Each line with the string "Pindo" is to be copied from the records below.

**** Supplied data

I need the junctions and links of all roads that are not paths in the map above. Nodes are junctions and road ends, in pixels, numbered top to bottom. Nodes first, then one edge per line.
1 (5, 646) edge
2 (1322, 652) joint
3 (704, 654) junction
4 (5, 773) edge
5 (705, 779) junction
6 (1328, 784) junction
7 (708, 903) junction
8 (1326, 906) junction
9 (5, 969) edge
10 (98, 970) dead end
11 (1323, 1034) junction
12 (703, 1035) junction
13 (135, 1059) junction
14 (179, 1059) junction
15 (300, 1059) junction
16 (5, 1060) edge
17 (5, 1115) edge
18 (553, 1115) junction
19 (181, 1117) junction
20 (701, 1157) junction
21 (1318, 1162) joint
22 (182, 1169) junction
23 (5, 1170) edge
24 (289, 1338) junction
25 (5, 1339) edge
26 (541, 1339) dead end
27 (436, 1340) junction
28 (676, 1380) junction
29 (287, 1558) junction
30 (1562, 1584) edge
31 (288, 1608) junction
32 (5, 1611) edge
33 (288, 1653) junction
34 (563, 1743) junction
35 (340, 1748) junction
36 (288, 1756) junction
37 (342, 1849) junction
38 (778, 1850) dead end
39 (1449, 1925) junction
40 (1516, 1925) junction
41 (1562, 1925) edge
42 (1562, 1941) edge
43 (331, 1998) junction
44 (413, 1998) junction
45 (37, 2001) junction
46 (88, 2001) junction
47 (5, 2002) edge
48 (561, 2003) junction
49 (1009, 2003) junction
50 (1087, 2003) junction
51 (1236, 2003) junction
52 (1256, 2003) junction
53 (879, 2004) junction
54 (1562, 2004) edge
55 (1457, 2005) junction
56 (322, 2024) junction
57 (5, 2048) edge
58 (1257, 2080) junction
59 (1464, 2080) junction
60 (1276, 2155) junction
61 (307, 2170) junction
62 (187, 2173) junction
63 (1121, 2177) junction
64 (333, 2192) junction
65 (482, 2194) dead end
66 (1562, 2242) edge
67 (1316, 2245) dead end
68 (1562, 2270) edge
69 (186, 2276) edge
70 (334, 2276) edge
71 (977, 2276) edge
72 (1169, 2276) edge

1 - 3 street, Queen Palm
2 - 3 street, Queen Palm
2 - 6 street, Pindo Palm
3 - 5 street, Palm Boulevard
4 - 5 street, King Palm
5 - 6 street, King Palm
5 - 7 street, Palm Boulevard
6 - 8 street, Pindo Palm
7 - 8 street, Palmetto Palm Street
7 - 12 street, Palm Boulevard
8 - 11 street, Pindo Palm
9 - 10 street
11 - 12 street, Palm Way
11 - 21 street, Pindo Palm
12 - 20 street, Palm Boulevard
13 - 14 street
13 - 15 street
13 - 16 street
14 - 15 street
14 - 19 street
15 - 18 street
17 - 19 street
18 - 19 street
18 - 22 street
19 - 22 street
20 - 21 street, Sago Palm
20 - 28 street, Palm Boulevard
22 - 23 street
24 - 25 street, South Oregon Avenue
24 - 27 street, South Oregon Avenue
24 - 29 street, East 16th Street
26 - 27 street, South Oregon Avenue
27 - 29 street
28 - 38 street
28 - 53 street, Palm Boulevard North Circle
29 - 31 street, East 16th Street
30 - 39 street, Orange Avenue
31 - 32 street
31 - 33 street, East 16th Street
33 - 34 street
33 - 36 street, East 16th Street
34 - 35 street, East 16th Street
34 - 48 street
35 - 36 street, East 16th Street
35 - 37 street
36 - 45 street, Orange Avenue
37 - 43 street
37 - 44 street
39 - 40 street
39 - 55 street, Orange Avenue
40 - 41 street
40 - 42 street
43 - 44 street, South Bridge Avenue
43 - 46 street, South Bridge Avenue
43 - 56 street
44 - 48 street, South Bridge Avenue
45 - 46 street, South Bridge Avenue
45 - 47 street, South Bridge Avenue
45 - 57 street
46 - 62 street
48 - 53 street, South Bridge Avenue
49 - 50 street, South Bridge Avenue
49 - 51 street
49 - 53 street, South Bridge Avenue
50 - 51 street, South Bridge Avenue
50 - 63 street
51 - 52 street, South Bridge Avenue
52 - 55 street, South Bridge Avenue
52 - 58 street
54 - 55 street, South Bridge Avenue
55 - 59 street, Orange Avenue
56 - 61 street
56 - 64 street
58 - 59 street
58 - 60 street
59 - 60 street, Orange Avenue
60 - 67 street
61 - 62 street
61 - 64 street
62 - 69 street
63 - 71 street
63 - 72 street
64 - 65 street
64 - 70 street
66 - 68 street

********

* **Answer box**
2 - 6 street, Pindo Palm
6 - 8 street, Pindo Palm
8 - 11 street, Pindo Palm
11 - 21 street, Pindo Palm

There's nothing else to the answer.